Sobre o novo paradigma da tutela jurídica do trabalho intelectual, versa a respeito da remuneração do trabalho intelectual que começou a ser disciplinado em 1984, quando surgiu nos Estados Unidos da América um movimento liderado pelo programador Richard Stallman, com o objetivo de desenvolver um sistema operacional de livre distribuição, cujas licenças que garantiam o direito de distribuir e modificar livremente as obras intelectuais e convencionou-se chamar de Copyleft, em uma nítida alusão de repúdio às licenças tradicionais de Copyright que garantiam o monopólio do direito de reprodução das obras intelectuais.

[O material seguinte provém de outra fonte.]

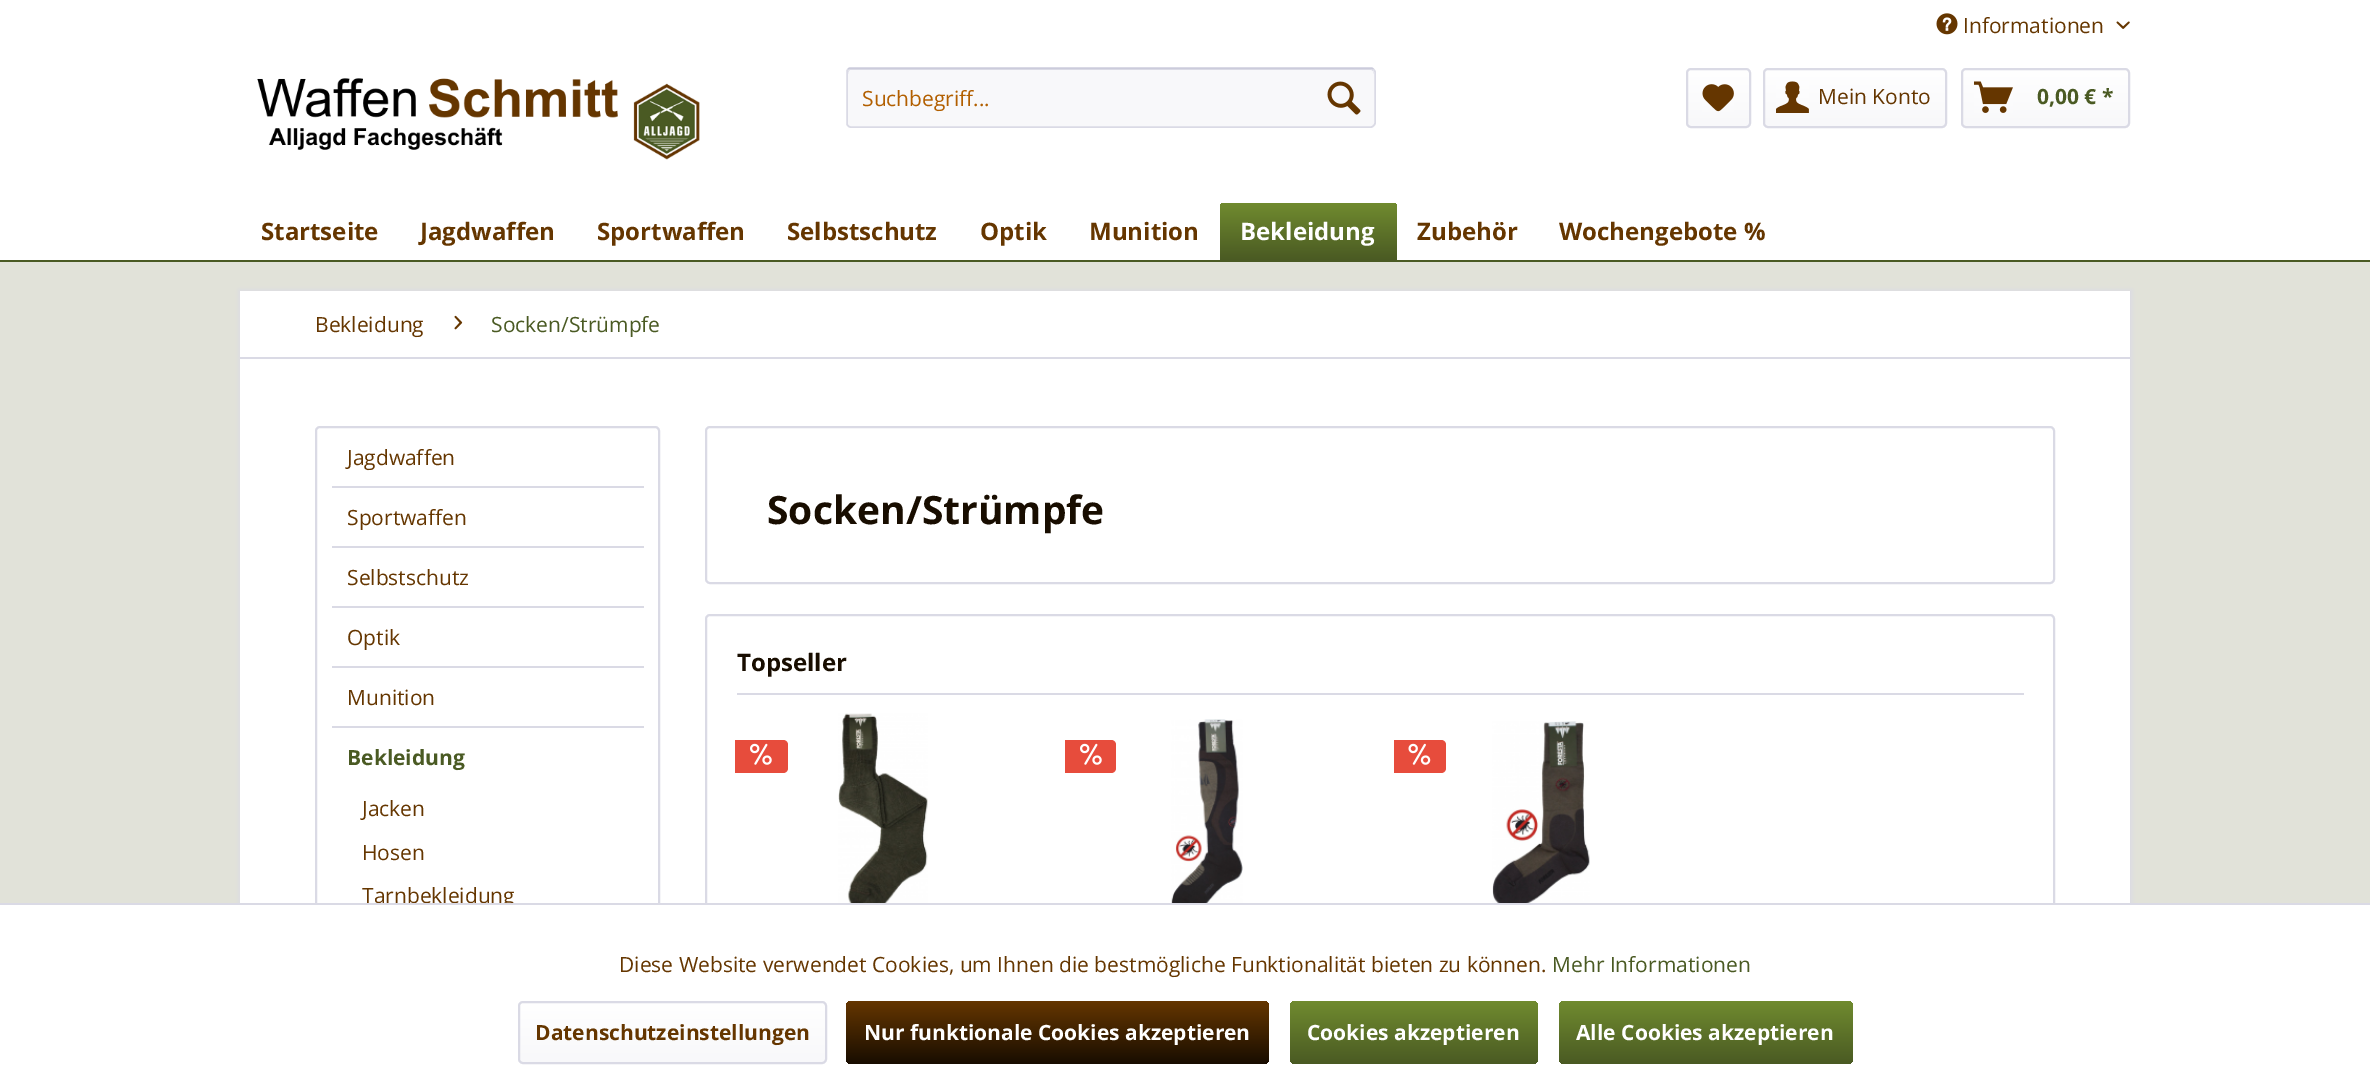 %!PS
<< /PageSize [2370 1085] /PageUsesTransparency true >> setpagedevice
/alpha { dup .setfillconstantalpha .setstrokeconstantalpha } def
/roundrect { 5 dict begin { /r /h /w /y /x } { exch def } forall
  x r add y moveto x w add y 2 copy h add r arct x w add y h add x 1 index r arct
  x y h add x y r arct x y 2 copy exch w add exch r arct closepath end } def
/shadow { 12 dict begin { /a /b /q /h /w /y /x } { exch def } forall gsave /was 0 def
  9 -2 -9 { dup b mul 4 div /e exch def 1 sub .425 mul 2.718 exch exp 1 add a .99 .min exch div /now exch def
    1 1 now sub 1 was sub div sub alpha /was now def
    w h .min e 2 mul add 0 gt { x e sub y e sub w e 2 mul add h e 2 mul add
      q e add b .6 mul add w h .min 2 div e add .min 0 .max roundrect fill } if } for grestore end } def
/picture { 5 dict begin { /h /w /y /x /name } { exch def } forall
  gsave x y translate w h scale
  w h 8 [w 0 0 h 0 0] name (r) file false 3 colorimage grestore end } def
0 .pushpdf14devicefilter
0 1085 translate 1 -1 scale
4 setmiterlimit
0.882 0.886 0.851 setrgbcolor
0 0 2370 1085 rectfill
1 setgray
0 0 2370 260 rectfill
(img1.rgb) 1936 13 22 22 picture
/OpenSans-Regular [21 0 0 -21 0 0] selectfont
0.396 0.212 0 setrgbcolor
1963 33 moveto (Informationen) show
(img2.rgb) 2116 21 14 8 picture
(img3.rgb) 257 78 443 82 picture
0.973 0.973 0.98 setrgbcolor
846 68 530 60 5 roundrect fill
0.855 0.855 0.898 setrgbcolor
newpath 850 70 moveto 1371 70 lineto 1373 70 1374 72 1374 74 curveto 1373 70 lineto 1371 69 lineto 851 69 lineto 848 69 848 72 848 74 curveto 848 72 849 70 850 70 curveto closepath fill
0.796 0.796 0.859 setrgbcolor
1.5 setlinewidth
newpath 848 69.5 moveto 848.5 68.5 849.5 68 850.5 68 curveto 1371 68 lineto 1372 68 1373 68.5 1373.5 69.5 curveto stroke
0.855 0.855 0.898 setrgbcolor
newpath 1373.5 69.5 moveto 1374.5 70 1375 71 1375 72 curveto 1375 123 lineto 1375 124 1374.5 125 1373.5 125.5 curveto 1373 126.5 1372 127 1371 127 curveto 850.5 127 lineto 849.5 127 848.5 126.5 848 125.5 curveto 847 125 847 124 847 123 curveto 847 72 lineto 847 71 847 70 848 69.5 curveto stroke
0.698 0.373 0 setrgbcolor
862 106 moveto (Suchbegriff...) show
(img4.rgb) 1327 81 34 34 picture
gsave 1688 69 61 57 3 roundrect clip newpath
<< /ShadingType 2 /ColorSpace /DeviceRGB /Coords [1718 69 1718 126] /Extend [true true] /Function << /FunctionType 2 /Domain [0 1] /C0 [1 1 1] /C1 [0.973 0.973 0.98] /N 1 >> >> shfill grestore
0.855 0.855 0.898 setrgbcolor
2 setlinewidth
1687 69 63 58 4 roundrect stroke
(img5.rgb) 1702 84 32 28 picture
gsave 1764 69 182 57 3 roundrect clip newpath
<< /ShadingType 2 /ColorSpace /DeviceRGB /Coords [1855 69 1855 126] /Extend [true true] /Function << /FunctionType 2 /Domain [0 1] /C0 [1 1 1] /C1 [0.973 0.973 0.98] /N 1 >> >> shfill grestore
1764 69 182 58 4 roundrect stroke
(img6.rgb) 1776 81 33 32 picture
0.396 0.212 0 setrgbcolor
1818 104 moveto (Mein Konto) show
gsave 1962 69 167 57 3 roundrect clip newpath
<< /ShadingType 2 /ColorSpace /DeviceRGB /Coords [2045 69 2045 126] /Extend [true true] /Function << /FunctionType 2 /Domain [0 1] /C0 [1 1 1] /C1 [0.973 0.973 0.98] /N 1 >> >> shfill grestore
0.855 0.855 0.898 setrgbcolor
1962 69 167 58 4 roundrect stroke
(img7.rgb) 1974 81 39 32 picture
/OpenSans-Bold [21 0 0 -21 0 0] selectfont
0.29 0.353 0.137 setrgbcolor
2037 104 moveto (0,00 € *) show
0 260 2370 2 rectfill
/OpenSans-Bold [24 0 0 -24 0 0] selectfont
0.396 0.212 0 setrgbcolor
261 240 moveto (Startseite) show
420 240 moveto (Jagdwaffen) show
597 240 moveto (Sportwaffen) show
787 240 moveto (Selbstschutz) show
980 240 moveto (Optik) show
1089 240 moveto (Munition) show
gsave newpath 1225 203 moveto 1392 203 lineto 1395 203 1397 205 1397 208 curveto 1397 260 lineto 1220 260 lineto 1220 208 lineto 1220 205 1222 203 1225 203 curveto closepath clip newpath
<< /ShadingType 2 /ColorSpace /DeviceRGB /Coords [1308 203 1308 260] /Extend [true true] /Function << /FunctionType 2 /Domain [0 1] /C0 [0.439 0.545 0.184] /C1 [0.29 0.353 0.137] /N 1 >> >> shfill grestore
1 setgray
1240 240 moveto (Bekleidung) show
0.396 0.212 0 setrgbcolor
1417 240 moveto (Zubehör) show
1559 240 moveto (Wochengebote %) show
0.855 0.855 0.898 setrgbcolor
239 290 1893 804 0 3 1 shadow
1 setgray
240 291 1890 612 rectfill
0.855 0.855 0.898 setrgbcolor
240 357 1890 2 rectfill
/OpenSans-Regular [21 0 0 -21 0 0] selectfont
0.396 0.212 0 setrgbcolor
315 332 moveto (Bekleidung) show
(img8.rgb) 454 315 9 15 picture
0.29 0.353 0.137 setrgbcolor
491 332 moveto (Socken/Strümpfe) show
0.855 0.855 0.898 setrgbcolor
316 427 343 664 4 roundrect stroke
332 486 312 2 rectfill
0.396 0.212 0 setrgbcolor
347 465 moveto (Jagdwaffen) show
0.855 0.855 0.898 setrgbcolor
332 546 312 2 rectfill
0.396 0.212 0 setrgbcolor
347 525 moveto (Sportwaffen) show
0.855 0.855 0.898 setrgbcolor
332 606 312 2 rectfill
0.396 0.212 0 setrgbcolor
347 585 moveto (Selbstschutz) show
0.855 0.855 0.898 setrgbcolor
332 666 312 2 rectfill
0.396 0.212 0 setrgbcolor
347 645 moveto (Optik) show
0.855 0.855 0.898 setrgbcolor
332 726 312 2 rectfill
0.396 0.212 0 setrgbcolor
347 705 moveto (Munition) show
/OpenSans-Bold [21 0 0 -21 0 0] selectfont
0.29 0.353 0.137 setrgbcolor
347 765 moveto (Bekleidung) show
/OpenSans-Regular [21 0 0 -21 0 0] selectfont
0.396 0.212 0 setrgbcolor
362 816 moveto (Jacken) show
362 860 moveto (Hosen) show
362 903 moveto (Tarnbekleidung) show
0.855 0.855 0.898 setrgbcolor
706 427 1348 156 4 roundrect stroke
/OpenSans-Bold [39 0 0 -39 0 0] selectfont
0.094 0.051 0 setrgbcolor
767 524 moveto (Socken/Strümpfe) show
0.855 0.855 0.898 setrgbcolor
706 615 1348 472 4 roundrect stroke
737 693 1287 2 rectfill
/OpenSans-Bold [24 0 0 -24 0 0] selectfont
0.094 0.051 0 setrgbcolor
737 671 moveto (Topseller) show
0.906 0.298 0.235 setrgbcolor
newpath 735 740 moveto 783 740 lineto 786 740 788 742 788 745 curveto 788 768 lineto 788 771 786 773 783 773 curveto 735 773 lineto closepath fill
(img9.rgb) 750 743 22 22 picture
(img10.rgb) 838 713 90 190 picture
newpath 1065 740 moveto 1111 740 lineto 1114 740 1116 742 1116 745 curveto 1116 768 lineto 1116 771 1114 773 1111 773 curveto 1065 773 lineto closepath fill
(img9.rgb) 1080 743 22 22 picture
(img11.rgb) 1171 719 72 184 picture
newpath 1394 740 moveto 1441 740 lineto 1444 740 1446 742 1446 745 curveto 1446 768 lineto 1446 771 1444 773 1441 773 curveto 1394 773 lineto closepath fill
(img12.rgb) 1408 743 23 22 picture
(img13.rgb) 1492 721 98 182 picture
1 setgray
0 905 2370 180 rectfill
0.855 0.855 0.898 setrgbcolor
0 903 2370 2 rectfill
/OpenSans-Regular [21 0 0 -21 0 0] selectfont
0.396 0.212 0 setrgbcolor
619 972 moveto (Diese Website verwendet Cookies, um Ihnen die bestmögliche Funktionalität bieten zu können.) show
0.29 0.353 0.137 setrgbcolor
1552 972 moveto (Mehr Informationen) show
gsave 519 1002 306 60 3 roundrect clip newpath
<< /ShadingType 2 /ColorSpace /DeviceRGB /Coords [672 1002 672 1062] /Extend [true true] /Function << /FunctionType 2 /Domain [0 1] /C0 [1 1 1] /C1 [0.973 0.973 0.98] /N 1 >> >> shfill grestore
0.855 0.855 0.898 setrgbcolor
519 1002 307 61 4 roundrect stroke
/OpenSans-Bold [21 0 0 -21 0 0] selectfont
0.396 0.212 0 setrgbcolor
535 1040 moveto (Datenschutzeinstellungen) show
gsave 846 1001 423 63 5 roundrect clip newpath
<< /ShadingType 2 /ColorSpace /DeviceRGB /Coords [1058 1001 1058 1064] /Extend [true true] /Function << /FunctionType 2 /Domain [0 1] /C0 [0.396 0.212 0] /C1 [0.094 0.051 0] /N 1 >> >> shfill grestore
1 setgray
864 1040 moveto (Nur funktionale Cookies akzeptieren) show
gsave 1290 1001 248 63 5 roundrect clip newpath
<< /ShadingType 2 /ColorSpace /DeviceRGB /Coords [1414 1001 1414 1064] /Extend [true true] /Function << /FunctionType 2 /Domain [0 1] /C0 [0.439 0.545 0.184] /C1 [0.29 0.353 0.137] /N 1 >> >> shfill grestore
1307 1040 moveto (Cookies akzeptieren) show
gsave 1559 1001 294 63 5 roundrect clip newpath
<< /ShadingType 2 /ColorSpace /DeviceRGB /Coords [1706 1001 1706 1064] /Extend [true true] /Function << /FunctionType 2 /Domain [0 1] /C0 [0.439 0.545 0.184] /C1 [0.29 0.353 0.137] /N 1 >> >> shfill grestore
1576 1040 moveto (Alle Cookies akzeptieren) show
.poppdf14devicefilter showpage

Esse novo conceito de livre distribuição e alteração do software passou a ser aplicado a outras formas de criação intelectual e foi criada a GNU Free Documentation License (GFDL Licença de Documentação Livre do GNU), aplicável a textos, imagens, músicas, filmes e outros documentos.

Ao contrário do que se poderia pensar, o Copyleft não veda a comercialização da obra, pois desde que permitam a livre distribuição e modificação da obra produzida, as empresas podem explorá-la comercialmente. Assim, uma editora pode editar e vender livremente uma obra distribuída na Internet sob Copyleft, de modo semelhante às obras em domínio público, mas jamais poderá impedir que alguém copie o livro impresso, por qualquer meio, ou que outra editora o publique, pois a licença original não permite ações monopolistas. O Copyleft é a superação jurídica da velha ideologia da propriedade intelectual e a consagração de um novo paradigma de tutela do trabalho intelectual que privilegia o autor em detrimento do interesse das empresas no monopólio do direito de cópia (copyright).

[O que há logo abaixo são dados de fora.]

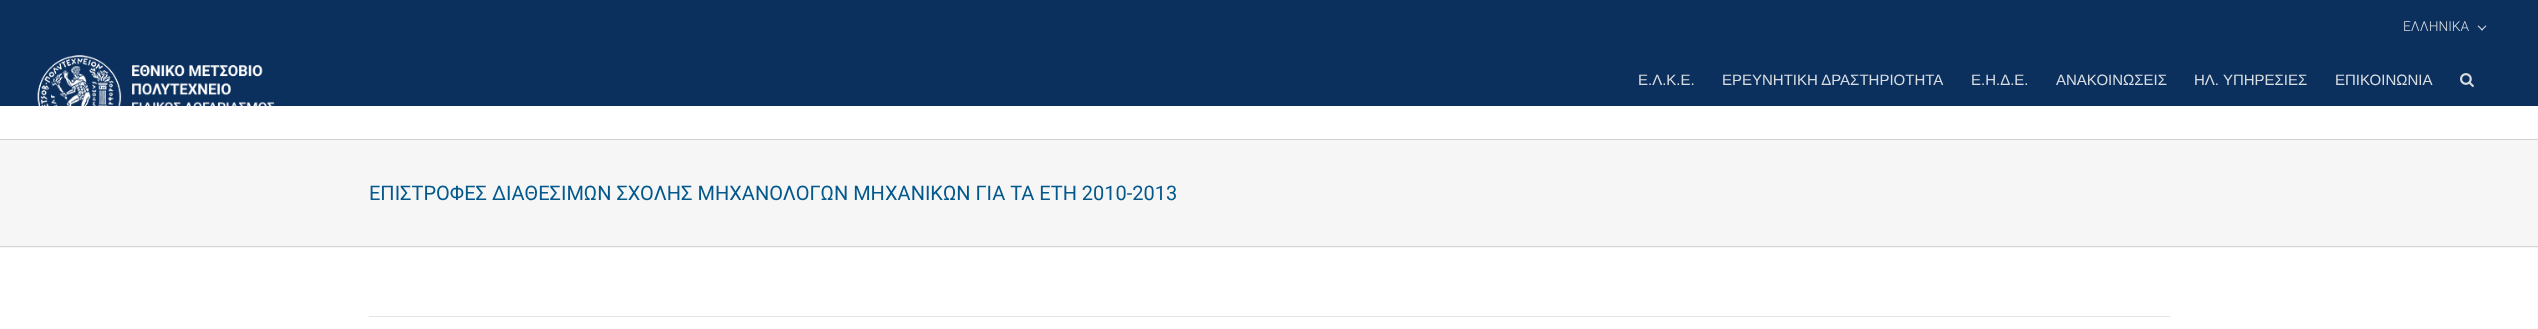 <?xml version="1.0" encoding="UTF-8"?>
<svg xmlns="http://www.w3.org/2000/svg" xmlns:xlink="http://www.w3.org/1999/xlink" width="2538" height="329">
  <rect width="100%" height="100%" fill="#ffffff" />
  <rect width="2538" height="106" fill="#0c305e" />
  <path d="M 2485.5 25.5 l 1 0.5 l -4.5 4.5 l -1 -0.5 z" fill="#d8dde2" />
  <path d="M 2478.5 25.5 l 4.5 4.5 l -1 0.5 l -4.5 -4.5 z" fill="#d8dde2" />
  <image x="37" y="55" width="238" height="51" xlink:href="image1.png" />
  <image x="2460" y="73" width="14" height="14" xlink:href="image2.png" />
  <rect y="140" width="2538" height="108" fill="#f6f6f6" />
  <rect y="139" width="2538" height="1" fill="#d2d3d4" />
  <rect y="246" width="2538" height="1" fill="#d2d3d4" />
  <rect x="369" y="316" width="1801" height="1" fill="#e5e4e3" />
  <text x="2403" y="31" style="font-family: Roboto; font-size: 13.75px; font-weight: 300; fill: #d8dde2">ΕΛΛΗΝΙΚΑ</text>
  <text x="1638" y="85" style="font-family: Liberation Sans; font-size: 15px; fill: #d8dde2">Ε.Λ.Κ.Ε.</text>
  <text x="1722" y="85" style="font-family: Liberation Sans; font-size: 15px; fill: #d8dde2">ΕΡΕΥΝΗΤΙΚΗ ΔΡΑΣΤΗΡΙΟΤΗΤΑ</text>
  <text x="1971" y="85" style="font-family: Liberation Sans; font-size: 15px; fill: #d8dde2">Ε.Η.Δ.Ε.</text>
  <text x="2056" y="85" style="font-family: Liberation Sans; font-size: 15px; fill: #d8dde2">ΑΝΑΚΟΙΝΩΣΕΙΣ</text>
  <text x="2194" y="85" style="font-family: Liberation Sans; font-size: 15px; fill: #d8dde2">ΗΛ. ΥΠΗΡΕΣΙΕΣ</text>
  <text x="2335" y="85" style="font-family: Liberation Sans; font-size: 15px; fill: #d8dde2">ΕΠΙΚΟΙΝΩΝΙΑ</text>
  <text x="369" y="200" style="font-family: Roboto; font-size: 20px; fill: #03588c">ΕΠΙΣΤΡΟΦΕΣ ΔΙΑΘΕΣΙΜΩΝ ΣΧΟΛΗΣ ΜΗΧΑΝΟΛΟΓΩΝ ΜΗΧΑΝΙΚΩΝ ΓΙΑ ΤΑ ΕΤΗ 2010-2013</text>
</svg>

Uma das fortes afirmações do autor é pontuar: o que garante aos autores a remuneração por seu trabalho não é o monopólio do direito de cópia, mas a alienação deste trabalho aos detentores dos meios de produção que irão consubstanciá-lo em meio físico e vendê-lo no livre mercado.

Em relação ao tópico do velho paradigma da tutela penal da propriedade intelectual, o autor afirma que a superação da ideologia da propriedade intelectual e o surgimento, na esfera cível, do Copyleft como novo paradigma de tutela dos direitos do autor não foram, até o momento, acompanhados pelo Direito Penal. Cita os art.184, caput, do Código Penal e art.12 da Lei nº 9.609/98 pontuando que ainda se mantêm fiéis à ideologia da propriedade intelectual, tipificando a vaga conduta de violar direito de autor.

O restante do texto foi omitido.